Hoping to reassure the public, Blair also announced that he intends to serve a full third term if his party is re-elected in national elections expected next year. He stressed he would not seek a fourth term.

Blair said he felt "fine" as he left his Downing Street residence Friday for the operation. He looked relaxed as he was driven away with his wife Cherie.

The medical procedure will involve local anesthetic, he said.

"It's a sort of fluttering. It doesn't stop you working, and indeed I've been working the last couple of months since it happened," he said Thursday night, just hours after appearing onstage for the closing ceremony of his Labour Party's annual convention. "I'm going to go in and have this routine operation."

The British Heart Foundation said the condition, which may be accompanied by shortness of breath, dizziness or fainting, can be distressing for the patient but is not considered serious.

Blair has had his toughest two years as prime minister, facing intense opposition — even from his own party — to his support for the U.S.-led war in Iraq. The war overshadowed this week's convention, and Blair is battling to unite his party as it aims to seek a third term in power.

His announcement Thursday that he'd serve a full third term followed months of speculation that he intended to step down midway through it and pass the baton to his powerful Treasury chief Gordon Brown.

Blair will be sedated during the 2 1/2-hour procedure, called a catheter ablation for the heart condition supraventricular tachycardia, which is caused by rapid electrical activity in the upper parts of the heart and results in a sometimes irregular, rapid heartbeat.

The procedure involves inserting a catheter through the groin and up to the heart, where radio-frequency energy is used to kill off the cells conducting the extra impulses.
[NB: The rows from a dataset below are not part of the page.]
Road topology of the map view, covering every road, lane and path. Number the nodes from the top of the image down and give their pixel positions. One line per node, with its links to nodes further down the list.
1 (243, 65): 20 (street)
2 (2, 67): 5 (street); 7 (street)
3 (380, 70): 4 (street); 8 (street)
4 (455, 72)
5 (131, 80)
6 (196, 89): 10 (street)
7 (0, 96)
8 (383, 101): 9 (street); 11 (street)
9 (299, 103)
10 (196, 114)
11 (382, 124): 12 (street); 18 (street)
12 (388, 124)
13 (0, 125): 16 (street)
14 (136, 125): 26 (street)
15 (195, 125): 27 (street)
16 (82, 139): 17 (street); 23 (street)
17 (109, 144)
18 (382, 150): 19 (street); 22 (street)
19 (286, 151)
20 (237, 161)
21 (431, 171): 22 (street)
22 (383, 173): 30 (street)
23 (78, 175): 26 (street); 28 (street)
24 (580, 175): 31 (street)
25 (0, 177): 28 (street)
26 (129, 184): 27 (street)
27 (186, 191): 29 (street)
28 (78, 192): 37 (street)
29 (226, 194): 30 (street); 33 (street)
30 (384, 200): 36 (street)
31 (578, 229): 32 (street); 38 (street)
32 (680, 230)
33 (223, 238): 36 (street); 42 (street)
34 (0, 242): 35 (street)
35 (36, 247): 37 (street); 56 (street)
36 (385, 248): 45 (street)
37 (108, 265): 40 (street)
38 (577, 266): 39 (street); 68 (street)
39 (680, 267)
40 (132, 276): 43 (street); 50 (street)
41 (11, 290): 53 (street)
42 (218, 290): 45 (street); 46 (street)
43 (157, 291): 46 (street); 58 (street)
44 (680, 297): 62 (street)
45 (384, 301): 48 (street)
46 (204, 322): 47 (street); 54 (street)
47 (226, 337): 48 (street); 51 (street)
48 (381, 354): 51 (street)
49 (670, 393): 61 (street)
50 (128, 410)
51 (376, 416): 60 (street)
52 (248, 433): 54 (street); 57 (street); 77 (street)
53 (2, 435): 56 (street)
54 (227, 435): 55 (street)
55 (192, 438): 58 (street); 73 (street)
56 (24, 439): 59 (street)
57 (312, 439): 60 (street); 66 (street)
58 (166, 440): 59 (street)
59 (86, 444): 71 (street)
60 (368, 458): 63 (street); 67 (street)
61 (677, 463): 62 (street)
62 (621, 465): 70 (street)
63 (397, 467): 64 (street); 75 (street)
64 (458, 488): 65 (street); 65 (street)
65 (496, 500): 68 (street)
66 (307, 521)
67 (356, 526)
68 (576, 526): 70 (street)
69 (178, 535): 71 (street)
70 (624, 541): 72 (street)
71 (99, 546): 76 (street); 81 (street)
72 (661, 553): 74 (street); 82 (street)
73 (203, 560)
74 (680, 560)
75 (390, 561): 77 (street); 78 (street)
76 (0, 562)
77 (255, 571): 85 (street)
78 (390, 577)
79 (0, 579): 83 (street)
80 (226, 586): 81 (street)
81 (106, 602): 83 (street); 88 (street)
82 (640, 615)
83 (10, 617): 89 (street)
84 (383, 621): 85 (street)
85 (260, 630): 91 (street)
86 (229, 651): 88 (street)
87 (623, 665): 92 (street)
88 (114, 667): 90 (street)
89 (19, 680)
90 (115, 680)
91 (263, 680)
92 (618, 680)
Blair's office at No. 10 Downing St. said the prime minister will spend Friday night in the hospital and rest over the weekend before returning to "normal duties" on Monday. He will go ahead with a scheduled visit to Africa on Tuesday, the office said.

Blair said his doctor assured him that it wasn't connected to anything more serious.

"I feel fine. I feel great. What happens every so often is that you get a flutter. ... Apparently there is a procedure that is very easy to do and fixes it," he said.

Blair's condition first came to public attention a year ago when he was treated at a London hospital for a rapid, irregular heartbeat. An electric jolt was used to return his heart rhythm to normal.

On that occasion, he returned to work a day later, defying doctors' orders to take 24 hours of rest.

A month later, in November 2003, his aides were quick to play down another health scare when Blair called doctors to his official residence. The prime minister's office said he was suffering from a stomach ache that passed quickly with no treatment given by the two doctors who were examining him.

Blair's procedure will come less than a month after his 58-year-old former colleague in the White House, Bill Clinton, underwent quadruple bypass surgery in New York City.

Blair has seen his popularity slump since the Iraq war and the U.S.-led coalition's failure to find evidence supporting his prewar contention that Saddam Hussein possessed stockpiles of weapons of mass destruction.

During a speech to his party's conference Tuesday, Blair acknowledged British intelligence on the weapons threat posed by Iraq was wrong, but pointedly refused to apologize for toppling Saddam, insisting the world was safer with him in prison.

But the usually bullish and defiant prime minister was contrite. "I'm like any other human being, as fallible and as capable of being wrong," he said, insisting that he went to war to protect Britain's security.